◆ What you need to do ◆
For the records that follow, give the number of lines containing the word "roads", with no added text.

[[ Given records open ]]

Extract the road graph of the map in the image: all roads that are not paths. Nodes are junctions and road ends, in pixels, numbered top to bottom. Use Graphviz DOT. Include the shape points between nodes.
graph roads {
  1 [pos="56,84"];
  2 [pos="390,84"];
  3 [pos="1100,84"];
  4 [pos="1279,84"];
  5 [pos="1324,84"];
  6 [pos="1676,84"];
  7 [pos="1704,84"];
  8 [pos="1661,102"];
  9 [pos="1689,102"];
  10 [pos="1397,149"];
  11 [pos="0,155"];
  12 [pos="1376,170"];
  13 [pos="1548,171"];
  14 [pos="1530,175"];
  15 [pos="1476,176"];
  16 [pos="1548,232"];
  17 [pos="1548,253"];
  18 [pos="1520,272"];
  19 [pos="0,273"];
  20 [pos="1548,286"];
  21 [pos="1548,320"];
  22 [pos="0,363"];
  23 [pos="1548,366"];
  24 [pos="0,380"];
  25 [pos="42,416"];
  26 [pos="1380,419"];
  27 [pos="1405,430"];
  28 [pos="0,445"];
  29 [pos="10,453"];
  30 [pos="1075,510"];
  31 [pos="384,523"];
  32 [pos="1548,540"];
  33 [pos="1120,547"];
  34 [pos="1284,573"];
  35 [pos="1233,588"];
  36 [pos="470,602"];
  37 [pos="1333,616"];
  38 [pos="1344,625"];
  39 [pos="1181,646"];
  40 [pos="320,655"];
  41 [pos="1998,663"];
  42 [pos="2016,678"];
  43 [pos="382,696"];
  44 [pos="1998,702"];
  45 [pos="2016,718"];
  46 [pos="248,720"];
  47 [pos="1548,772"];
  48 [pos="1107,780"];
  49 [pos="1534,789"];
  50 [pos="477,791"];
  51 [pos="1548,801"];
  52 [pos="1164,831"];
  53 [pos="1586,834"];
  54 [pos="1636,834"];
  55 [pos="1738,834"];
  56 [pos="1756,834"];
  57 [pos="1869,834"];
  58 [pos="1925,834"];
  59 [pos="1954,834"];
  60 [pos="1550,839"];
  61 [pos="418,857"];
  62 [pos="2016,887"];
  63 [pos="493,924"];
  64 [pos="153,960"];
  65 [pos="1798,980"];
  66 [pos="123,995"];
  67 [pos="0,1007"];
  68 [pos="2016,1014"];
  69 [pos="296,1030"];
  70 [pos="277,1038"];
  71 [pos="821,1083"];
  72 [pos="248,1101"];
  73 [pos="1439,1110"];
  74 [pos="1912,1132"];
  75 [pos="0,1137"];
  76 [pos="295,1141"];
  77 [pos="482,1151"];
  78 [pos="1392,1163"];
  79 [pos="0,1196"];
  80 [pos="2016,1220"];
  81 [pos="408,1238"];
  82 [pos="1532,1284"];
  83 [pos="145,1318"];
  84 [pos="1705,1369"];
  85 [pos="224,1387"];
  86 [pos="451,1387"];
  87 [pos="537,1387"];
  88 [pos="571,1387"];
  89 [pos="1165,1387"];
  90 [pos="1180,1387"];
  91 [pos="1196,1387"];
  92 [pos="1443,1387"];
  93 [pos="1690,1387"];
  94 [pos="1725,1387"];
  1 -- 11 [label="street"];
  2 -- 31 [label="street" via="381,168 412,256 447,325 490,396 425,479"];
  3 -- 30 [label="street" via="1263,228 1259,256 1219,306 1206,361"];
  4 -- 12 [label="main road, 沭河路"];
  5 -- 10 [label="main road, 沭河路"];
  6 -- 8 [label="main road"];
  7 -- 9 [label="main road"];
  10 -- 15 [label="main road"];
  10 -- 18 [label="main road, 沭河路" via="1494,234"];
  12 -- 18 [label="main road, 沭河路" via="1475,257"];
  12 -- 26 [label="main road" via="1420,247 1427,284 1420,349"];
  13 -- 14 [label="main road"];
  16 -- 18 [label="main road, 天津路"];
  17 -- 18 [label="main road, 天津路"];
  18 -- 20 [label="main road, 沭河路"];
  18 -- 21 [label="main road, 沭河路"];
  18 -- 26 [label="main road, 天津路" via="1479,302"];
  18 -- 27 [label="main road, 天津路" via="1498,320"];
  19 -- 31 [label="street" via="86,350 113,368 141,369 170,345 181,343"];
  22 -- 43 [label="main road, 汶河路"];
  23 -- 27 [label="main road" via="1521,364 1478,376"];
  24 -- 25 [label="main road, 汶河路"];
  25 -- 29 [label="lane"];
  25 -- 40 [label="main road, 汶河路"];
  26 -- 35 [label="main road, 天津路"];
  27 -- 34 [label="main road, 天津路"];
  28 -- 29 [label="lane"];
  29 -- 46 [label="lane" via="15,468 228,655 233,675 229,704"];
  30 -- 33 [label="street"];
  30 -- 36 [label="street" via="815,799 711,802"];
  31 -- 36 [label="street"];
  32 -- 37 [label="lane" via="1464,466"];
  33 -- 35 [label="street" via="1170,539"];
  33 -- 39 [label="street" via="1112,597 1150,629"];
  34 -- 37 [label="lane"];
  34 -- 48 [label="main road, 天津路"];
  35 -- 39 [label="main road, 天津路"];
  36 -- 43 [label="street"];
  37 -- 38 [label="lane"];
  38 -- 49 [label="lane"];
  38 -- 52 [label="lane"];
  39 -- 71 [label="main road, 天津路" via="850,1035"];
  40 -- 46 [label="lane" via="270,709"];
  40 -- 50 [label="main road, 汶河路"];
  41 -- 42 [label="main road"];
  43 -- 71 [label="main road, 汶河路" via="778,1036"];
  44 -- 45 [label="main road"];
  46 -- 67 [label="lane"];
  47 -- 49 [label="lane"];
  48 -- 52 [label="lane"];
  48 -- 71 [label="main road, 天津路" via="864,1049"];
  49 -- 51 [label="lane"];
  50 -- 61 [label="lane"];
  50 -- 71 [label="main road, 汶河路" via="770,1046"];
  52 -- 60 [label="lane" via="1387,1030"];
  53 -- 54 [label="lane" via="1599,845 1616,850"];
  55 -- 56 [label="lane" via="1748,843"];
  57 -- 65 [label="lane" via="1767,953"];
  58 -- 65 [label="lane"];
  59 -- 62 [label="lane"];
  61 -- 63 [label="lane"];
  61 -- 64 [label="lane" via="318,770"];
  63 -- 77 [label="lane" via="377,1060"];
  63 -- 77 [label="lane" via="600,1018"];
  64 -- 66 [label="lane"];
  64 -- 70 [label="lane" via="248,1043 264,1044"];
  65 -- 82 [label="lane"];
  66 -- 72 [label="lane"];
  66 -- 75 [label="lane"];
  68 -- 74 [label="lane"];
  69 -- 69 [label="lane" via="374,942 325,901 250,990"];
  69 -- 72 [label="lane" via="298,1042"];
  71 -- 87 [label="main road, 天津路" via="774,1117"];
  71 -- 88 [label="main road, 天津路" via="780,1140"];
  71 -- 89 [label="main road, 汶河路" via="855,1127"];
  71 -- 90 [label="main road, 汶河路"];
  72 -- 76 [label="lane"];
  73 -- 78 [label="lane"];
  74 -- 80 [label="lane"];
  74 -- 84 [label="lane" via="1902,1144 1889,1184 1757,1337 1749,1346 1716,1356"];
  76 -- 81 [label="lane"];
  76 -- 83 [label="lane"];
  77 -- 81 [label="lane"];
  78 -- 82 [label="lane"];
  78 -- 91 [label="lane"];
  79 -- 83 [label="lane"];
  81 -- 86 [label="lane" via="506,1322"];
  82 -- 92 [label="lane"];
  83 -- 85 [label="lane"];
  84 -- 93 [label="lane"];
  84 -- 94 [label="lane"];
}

[[ Given records closed ]]
[[ Given records open ]]

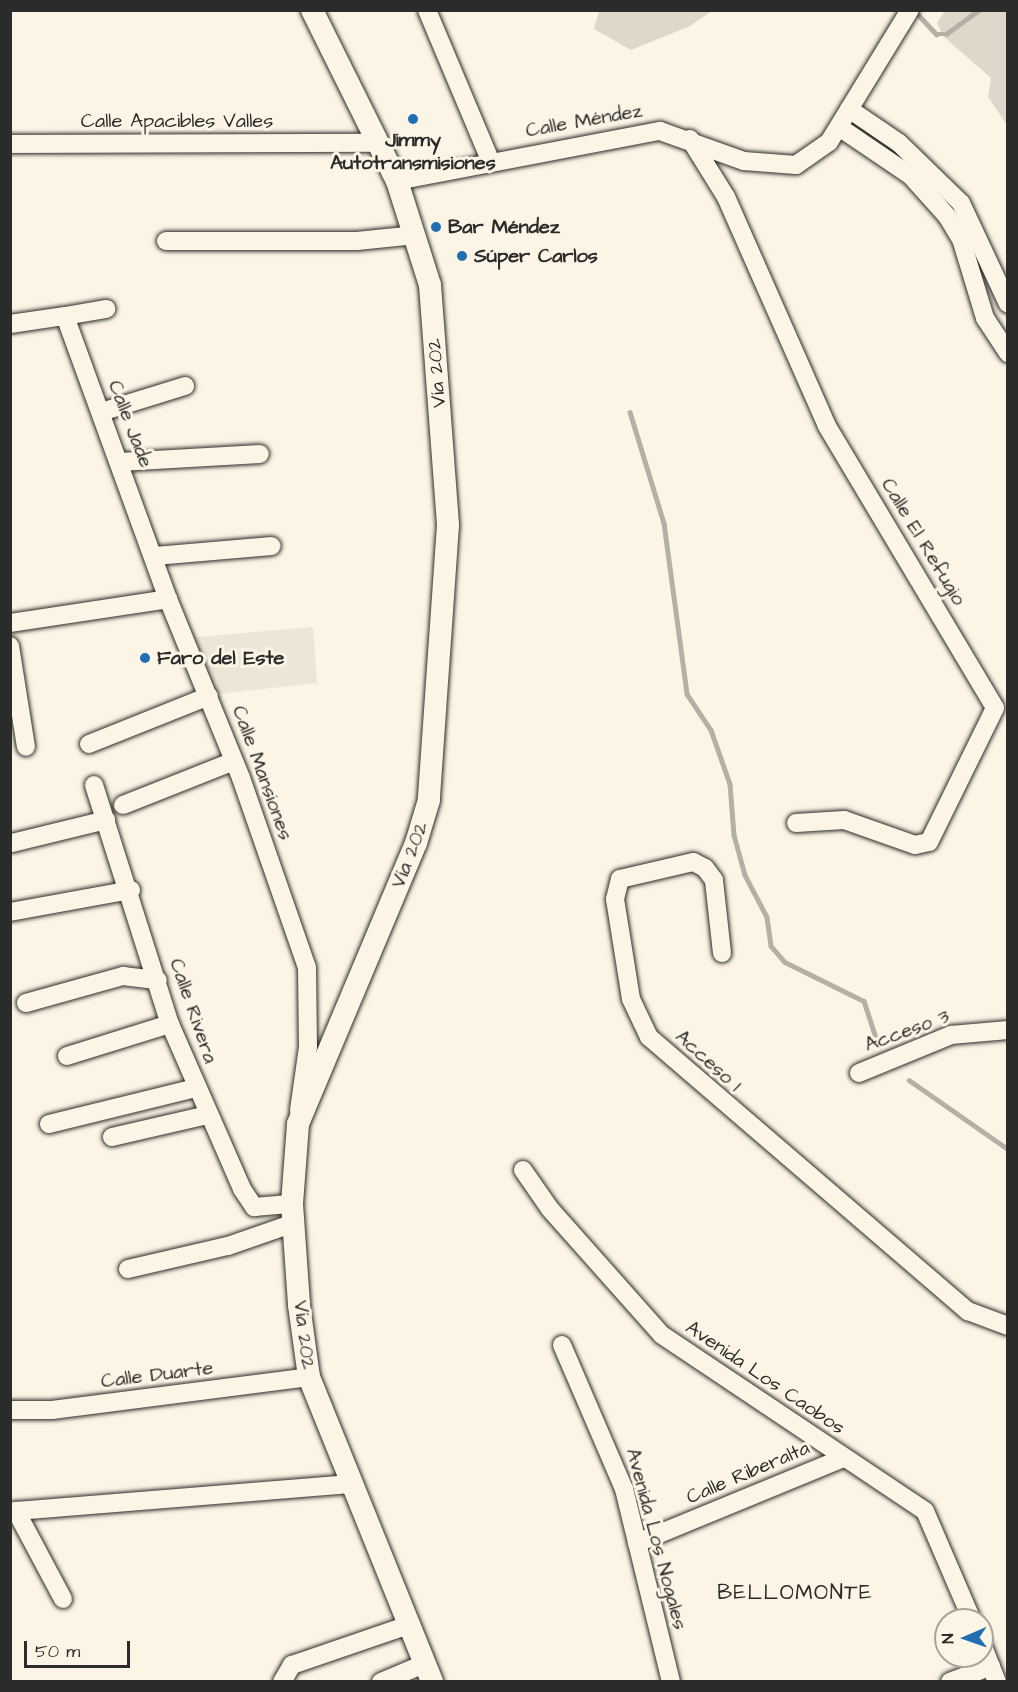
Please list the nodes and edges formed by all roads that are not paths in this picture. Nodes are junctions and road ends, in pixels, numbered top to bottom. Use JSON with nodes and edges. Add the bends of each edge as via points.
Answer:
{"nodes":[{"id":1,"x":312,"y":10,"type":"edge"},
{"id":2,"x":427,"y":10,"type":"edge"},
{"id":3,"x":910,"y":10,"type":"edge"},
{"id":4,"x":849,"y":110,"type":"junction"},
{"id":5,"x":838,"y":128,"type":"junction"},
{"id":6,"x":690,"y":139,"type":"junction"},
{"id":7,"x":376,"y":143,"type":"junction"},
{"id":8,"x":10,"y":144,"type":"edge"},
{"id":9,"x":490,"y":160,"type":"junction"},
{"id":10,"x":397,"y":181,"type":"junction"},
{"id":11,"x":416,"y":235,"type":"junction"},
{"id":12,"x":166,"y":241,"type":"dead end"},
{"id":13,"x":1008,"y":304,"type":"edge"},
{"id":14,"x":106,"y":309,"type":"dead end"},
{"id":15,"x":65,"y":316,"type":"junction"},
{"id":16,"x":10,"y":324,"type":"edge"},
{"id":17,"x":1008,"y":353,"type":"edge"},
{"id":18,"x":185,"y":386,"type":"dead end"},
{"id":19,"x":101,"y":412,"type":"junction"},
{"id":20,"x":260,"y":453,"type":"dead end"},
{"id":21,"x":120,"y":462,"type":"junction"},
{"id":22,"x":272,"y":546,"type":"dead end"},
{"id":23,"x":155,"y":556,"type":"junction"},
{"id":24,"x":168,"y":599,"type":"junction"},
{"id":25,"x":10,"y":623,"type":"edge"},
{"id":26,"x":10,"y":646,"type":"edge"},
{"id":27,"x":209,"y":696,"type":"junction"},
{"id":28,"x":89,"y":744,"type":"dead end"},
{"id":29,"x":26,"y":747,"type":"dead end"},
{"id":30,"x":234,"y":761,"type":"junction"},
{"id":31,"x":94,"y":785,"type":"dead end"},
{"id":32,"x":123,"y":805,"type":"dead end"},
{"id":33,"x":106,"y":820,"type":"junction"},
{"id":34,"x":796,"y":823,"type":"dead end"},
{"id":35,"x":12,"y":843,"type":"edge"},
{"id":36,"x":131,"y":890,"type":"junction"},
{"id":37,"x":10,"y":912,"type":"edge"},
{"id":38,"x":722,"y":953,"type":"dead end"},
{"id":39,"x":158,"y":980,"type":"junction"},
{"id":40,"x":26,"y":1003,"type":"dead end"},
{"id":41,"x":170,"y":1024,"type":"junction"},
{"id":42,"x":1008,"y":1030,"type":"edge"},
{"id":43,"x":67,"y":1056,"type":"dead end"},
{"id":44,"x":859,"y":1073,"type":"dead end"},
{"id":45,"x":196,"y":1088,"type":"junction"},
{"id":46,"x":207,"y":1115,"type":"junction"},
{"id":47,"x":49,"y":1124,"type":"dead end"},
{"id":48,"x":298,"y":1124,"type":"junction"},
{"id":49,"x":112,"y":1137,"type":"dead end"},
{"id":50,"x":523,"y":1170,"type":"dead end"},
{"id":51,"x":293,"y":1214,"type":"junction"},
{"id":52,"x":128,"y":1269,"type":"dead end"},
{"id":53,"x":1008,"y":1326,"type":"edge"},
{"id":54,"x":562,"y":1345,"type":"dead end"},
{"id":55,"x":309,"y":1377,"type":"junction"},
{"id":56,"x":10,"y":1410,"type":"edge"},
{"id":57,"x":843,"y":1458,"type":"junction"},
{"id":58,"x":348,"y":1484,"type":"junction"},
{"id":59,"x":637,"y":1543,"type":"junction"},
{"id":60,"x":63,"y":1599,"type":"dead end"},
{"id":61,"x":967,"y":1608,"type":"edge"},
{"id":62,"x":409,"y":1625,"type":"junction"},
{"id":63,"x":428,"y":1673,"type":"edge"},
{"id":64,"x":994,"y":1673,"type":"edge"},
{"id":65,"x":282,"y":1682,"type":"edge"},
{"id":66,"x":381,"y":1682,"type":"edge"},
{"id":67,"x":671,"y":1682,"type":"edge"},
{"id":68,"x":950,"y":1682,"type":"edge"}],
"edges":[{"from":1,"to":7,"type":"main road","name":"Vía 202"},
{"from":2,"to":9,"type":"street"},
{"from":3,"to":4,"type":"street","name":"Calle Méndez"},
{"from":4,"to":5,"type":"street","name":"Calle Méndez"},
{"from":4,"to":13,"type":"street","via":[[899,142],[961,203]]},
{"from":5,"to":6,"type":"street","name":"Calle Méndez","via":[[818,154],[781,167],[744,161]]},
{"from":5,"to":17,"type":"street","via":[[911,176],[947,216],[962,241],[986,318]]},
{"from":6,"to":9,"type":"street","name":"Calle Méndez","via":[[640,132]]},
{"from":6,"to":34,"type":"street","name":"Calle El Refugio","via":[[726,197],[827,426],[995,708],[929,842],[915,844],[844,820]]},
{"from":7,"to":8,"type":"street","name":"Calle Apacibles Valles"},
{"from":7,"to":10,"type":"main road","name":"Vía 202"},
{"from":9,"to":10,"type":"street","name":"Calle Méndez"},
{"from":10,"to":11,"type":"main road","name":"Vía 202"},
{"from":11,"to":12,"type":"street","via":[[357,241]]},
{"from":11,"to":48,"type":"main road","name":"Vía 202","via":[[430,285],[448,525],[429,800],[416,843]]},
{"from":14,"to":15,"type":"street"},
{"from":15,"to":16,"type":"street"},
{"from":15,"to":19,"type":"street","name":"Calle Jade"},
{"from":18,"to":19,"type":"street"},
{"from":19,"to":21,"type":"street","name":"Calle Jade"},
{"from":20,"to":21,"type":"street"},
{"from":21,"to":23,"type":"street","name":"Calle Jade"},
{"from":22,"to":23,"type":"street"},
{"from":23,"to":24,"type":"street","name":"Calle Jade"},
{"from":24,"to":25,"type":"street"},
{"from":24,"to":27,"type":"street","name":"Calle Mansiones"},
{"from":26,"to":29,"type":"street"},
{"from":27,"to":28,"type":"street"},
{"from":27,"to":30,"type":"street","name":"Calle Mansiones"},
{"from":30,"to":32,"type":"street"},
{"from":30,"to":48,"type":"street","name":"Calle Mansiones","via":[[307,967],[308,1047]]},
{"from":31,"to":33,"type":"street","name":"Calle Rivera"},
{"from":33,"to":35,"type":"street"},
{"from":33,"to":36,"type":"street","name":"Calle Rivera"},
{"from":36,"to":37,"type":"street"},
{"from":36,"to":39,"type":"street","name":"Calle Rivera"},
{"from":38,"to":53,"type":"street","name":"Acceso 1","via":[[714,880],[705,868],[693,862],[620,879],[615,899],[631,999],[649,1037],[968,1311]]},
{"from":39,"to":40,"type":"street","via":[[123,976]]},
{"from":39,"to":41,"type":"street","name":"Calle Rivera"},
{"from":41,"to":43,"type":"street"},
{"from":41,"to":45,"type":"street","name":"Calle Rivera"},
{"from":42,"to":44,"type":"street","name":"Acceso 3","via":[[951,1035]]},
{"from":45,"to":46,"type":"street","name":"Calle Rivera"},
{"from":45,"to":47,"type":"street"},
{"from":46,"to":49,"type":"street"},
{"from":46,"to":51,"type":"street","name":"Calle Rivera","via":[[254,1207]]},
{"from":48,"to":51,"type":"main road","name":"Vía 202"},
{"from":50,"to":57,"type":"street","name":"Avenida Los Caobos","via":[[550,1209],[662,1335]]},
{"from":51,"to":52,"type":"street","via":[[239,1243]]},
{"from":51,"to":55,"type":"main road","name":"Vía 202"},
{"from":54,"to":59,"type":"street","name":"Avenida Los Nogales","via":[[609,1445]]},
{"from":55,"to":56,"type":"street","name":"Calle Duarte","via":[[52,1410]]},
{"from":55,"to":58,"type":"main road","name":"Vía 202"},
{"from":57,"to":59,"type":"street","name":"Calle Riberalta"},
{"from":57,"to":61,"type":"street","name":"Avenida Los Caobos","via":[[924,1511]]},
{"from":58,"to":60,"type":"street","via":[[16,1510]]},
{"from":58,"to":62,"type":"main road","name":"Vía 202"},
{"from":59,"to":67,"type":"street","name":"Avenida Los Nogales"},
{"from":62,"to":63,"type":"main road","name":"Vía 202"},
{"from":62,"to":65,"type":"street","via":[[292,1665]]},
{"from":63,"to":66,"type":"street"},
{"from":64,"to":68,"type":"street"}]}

[[ Given records closed ]]

◆ Exercise result ◆
3